An incredibly challenging course with a lot of juicy content. Builds heavily on previous courses in the Data Structures and Algorihms specialization such as hashing, graph searching, data structures, stress testing, algorithmic complexity etc. But given you completed those, you already know how to solve such problems, and it's rewarding to see all the pieces working as you put them together. Also, this course requires some additional maths knowledge such as linear algebra, logic and probability theory. All in all, the "advanced" attribute fits well.
Assignments are wildly varying in difficulty - completing one took me 3 days, another was done in just 30 minutes. They were mostly fine (except for the simplex linear programming solver which I haven't even attempted) and forums were very useful for guidance.

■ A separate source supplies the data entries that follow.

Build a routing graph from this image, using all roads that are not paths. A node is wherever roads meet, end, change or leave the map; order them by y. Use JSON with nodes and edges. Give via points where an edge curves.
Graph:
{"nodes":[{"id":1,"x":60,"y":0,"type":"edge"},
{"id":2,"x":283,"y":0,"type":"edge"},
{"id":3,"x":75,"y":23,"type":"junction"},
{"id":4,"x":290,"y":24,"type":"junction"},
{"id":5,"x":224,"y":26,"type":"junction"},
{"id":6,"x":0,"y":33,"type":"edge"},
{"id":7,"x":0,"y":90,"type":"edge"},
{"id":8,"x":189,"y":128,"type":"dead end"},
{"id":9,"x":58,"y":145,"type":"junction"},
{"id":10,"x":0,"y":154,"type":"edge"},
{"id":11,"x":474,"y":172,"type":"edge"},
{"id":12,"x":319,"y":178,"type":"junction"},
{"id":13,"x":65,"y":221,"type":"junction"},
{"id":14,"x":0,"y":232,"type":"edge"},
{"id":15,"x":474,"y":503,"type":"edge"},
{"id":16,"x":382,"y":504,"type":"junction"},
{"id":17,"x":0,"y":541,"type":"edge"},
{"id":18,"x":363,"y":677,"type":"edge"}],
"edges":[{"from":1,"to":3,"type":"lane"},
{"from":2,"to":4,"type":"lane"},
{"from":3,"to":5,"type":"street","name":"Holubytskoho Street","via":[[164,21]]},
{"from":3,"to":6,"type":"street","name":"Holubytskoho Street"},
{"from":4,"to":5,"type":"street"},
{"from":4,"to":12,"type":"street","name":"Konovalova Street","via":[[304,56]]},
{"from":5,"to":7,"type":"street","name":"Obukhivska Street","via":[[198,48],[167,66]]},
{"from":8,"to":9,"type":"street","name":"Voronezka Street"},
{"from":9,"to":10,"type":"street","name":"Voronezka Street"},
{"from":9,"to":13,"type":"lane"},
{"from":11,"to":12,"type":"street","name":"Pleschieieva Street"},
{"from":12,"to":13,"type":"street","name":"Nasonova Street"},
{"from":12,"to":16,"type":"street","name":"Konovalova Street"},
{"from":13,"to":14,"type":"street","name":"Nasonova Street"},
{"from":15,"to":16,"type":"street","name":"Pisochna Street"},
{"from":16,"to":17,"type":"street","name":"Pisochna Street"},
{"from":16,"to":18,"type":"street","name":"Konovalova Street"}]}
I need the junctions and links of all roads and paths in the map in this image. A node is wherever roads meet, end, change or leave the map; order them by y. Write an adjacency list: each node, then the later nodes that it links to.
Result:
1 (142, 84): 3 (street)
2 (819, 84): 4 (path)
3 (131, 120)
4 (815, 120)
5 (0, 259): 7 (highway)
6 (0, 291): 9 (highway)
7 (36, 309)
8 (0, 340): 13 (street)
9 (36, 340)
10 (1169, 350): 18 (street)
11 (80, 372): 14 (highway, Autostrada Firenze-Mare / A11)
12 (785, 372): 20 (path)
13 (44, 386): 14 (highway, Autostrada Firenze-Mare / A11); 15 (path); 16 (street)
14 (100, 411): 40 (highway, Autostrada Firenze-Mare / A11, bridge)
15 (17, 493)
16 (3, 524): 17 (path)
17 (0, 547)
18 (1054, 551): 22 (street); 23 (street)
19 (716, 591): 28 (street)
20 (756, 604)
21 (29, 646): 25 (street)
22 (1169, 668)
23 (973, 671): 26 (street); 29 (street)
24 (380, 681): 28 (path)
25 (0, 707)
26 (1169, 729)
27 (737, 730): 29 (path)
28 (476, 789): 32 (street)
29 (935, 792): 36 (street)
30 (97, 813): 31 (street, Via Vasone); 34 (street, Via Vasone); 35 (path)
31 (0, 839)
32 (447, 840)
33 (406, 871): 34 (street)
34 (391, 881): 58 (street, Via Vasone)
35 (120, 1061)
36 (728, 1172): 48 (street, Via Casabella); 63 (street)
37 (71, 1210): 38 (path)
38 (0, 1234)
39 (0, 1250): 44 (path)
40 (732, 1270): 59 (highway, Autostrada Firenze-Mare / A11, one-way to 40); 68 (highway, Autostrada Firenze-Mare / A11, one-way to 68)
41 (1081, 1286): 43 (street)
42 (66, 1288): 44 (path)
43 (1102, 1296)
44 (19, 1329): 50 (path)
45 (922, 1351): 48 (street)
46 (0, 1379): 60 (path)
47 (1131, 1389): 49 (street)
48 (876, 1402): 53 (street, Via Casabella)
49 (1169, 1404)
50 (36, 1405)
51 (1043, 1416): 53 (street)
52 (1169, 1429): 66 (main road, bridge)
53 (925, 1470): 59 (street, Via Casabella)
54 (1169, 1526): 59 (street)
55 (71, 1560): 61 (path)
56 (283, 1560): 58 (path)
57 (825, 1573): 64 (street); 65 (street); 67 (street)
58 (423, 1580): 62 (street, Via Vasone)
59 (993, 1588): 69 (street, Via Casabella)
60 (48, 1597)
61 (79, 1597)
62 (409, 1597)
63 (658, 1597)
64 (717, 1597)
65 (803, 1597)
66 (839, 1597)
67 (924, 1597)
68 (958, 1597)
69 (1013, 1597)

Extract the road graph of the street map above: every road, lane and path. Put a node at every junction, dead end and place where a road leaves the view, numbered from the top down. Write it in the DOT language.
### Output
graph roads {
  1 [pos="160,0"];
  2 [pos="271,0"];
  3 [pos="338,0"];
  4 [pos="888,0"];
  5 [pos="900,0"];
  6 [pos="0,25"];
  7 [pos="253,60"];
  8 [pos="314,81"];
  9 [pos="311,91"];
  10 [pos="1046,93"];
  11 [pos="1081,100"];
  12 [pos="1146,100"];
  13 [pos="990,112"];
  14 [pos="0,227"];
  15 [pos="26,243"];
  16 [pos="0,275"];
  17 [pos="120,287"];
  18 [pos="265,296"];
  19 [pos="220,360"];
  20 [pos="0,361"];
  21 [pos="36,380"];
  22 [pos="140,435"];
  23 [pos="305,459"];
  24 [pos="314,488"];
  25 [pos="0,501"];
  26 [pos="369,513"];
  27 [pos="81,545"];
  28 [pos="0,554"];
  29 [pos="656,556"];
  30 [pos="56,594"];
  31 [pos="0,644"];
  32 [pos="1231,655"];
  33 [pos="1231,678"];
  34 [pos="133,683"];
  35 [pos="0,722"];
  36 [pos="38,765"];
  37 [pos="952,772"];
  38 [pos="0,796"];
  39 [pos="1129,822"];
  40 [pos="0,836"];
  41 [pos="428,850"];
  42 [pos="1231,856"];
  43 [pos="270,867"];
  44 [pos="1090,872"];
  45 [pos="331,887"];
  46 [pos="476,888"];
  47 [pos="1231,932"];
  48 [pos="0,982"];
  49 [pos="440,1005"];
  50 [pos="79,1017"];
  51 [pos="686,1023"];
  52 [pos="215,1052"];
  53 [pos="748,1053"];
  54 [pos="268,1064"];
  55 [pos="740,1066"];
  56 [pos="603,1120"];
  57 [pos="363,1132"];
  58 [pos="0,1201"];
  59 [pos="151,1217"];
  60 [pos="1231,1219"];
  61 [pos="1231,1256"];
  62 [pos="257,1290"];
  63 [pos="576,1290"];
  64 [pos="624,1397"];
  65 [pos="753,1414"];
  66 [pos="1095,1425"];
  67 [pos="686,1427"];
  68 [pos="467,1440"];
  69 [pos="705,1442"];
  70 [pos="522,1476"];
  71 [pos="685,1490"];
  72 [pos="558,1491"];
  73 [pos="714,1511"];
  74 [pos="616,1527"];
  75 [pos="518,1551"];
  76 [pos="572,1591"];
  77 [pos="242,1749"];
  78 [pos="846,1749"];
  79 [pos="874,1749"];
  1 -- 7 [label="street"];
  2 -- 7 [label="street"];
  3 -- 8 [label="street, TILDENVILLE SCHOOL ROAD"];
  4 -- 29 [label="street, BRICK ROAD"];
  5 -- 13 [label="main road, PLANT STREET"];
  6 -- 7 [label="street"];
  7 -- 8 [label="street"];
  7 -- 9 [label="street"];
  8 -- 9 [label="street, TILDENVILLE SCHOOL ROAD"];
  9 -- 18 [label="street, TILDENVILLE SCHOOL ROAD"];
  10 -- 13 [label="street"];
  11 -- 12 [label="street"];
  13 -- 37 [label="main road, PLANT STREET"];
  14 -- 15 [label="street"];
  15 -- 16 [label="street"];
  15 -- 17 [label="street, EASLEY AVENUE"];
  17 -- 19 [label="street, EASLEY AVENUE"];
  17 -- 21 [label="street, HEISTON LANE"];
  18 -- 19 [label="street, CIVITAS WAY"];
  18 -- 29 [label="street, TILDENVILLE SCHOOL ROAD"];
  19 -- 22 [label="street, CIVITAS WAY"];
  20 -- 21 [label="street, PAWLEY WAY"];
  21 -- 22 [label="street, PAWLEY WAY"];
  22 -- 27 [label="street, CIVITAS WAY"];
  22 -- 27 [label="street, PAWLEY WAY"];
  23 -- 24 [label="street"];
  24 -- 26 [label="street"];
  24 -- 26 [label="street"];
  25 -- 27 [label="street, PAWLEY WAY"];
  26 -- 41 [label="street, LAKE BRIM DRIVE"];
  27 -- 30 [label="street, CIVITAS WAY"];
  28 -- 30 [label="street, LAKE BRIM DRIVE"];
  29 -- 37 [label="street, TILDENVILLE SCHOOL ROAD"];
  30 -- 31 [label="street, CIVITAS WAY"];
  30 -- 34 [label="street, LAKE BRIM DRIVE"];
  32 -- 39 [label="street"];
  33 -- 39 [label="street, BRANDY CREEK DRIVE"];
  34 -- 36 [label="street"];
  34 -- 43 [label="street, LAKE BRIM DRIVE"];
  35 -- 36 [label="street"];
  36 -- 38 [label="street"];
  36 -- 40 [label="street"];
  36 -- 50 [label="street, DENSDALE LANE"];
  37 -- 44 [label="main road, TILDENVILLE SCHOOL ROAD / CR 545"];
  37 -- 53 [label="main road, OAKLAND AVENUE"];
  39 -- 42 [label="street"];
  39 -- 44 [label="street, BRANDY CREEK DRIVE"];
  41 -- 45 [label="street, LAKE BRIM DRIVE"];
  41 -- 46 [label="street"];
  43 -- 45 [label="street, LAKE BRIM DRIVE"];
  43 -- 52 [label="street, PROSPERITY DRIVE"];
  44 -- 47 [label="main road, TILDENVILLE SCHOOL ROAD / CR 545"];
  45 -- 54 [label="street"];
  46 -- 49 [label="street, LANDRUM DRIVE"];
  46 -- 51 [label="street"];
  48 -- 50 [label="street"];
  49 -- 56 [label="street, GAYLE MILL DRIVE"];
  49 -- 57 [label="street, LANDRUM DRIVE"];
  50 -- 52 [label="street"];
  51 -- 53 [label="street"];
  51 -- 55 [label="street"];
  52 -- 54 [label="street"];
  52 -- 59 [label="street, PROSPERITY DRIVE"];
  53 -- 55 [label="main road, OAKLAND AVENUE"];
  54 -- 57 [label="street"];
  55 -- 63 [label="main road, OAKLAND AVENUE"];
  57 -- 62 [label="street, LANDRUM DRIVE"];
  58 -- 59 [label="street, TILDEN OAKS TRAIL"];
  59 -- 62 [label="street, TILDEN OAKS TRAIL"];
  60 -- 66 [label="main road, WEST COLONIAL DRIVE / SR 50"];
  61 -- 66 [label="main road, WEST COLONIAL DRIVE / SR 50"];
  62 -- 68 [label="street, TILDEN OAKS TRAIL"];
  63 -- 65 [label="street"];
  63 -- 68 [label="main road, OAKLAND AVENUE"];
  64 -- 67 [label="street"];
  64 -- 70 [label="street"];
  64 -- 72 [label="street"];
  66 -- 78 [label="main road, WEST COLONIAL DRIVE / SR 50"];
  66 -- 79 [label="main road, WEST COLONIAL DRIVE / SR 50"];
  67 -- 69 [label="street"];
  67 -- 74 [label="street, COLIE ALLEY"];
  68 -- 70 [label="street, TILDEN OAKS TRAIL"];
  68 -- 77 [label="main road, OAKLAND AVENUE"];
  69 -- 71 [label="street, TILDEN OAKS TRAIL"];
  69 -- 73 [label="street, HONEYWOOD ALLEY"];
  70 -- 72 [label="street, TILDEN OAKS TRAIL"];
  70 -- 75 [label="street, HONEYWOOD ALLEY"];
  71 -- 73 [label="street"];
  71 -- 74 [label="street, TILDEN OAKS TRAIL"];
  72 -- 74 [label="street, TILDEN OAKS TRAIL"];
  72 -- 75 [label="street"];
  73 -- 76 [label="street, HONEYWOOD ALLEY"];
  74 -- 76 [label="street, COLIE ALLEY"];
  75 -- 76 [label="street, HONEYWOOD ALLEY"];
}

The videos themselves are usually okay, the only seriously lacking area is the linear programming week with Daniel Kane. LP (a fundamental subject in computer science) in itself could fill a whole course, but simply put, his explanations and examples fell short, it was very hard to understand them. So refer to the additional readings there if you are interested. On the other hand, the rest of the course is nice.
Week 1 (flow networks) with Daniel was also kind of hard, but not impossible to understand. Alexander Kulikov's 2 weeks on NP-completeness are the high mark of the course, with engaging and clear explanations. Michael Kapralov's optional 'heavy hitters problem' videos are also interesting and pretty well explained.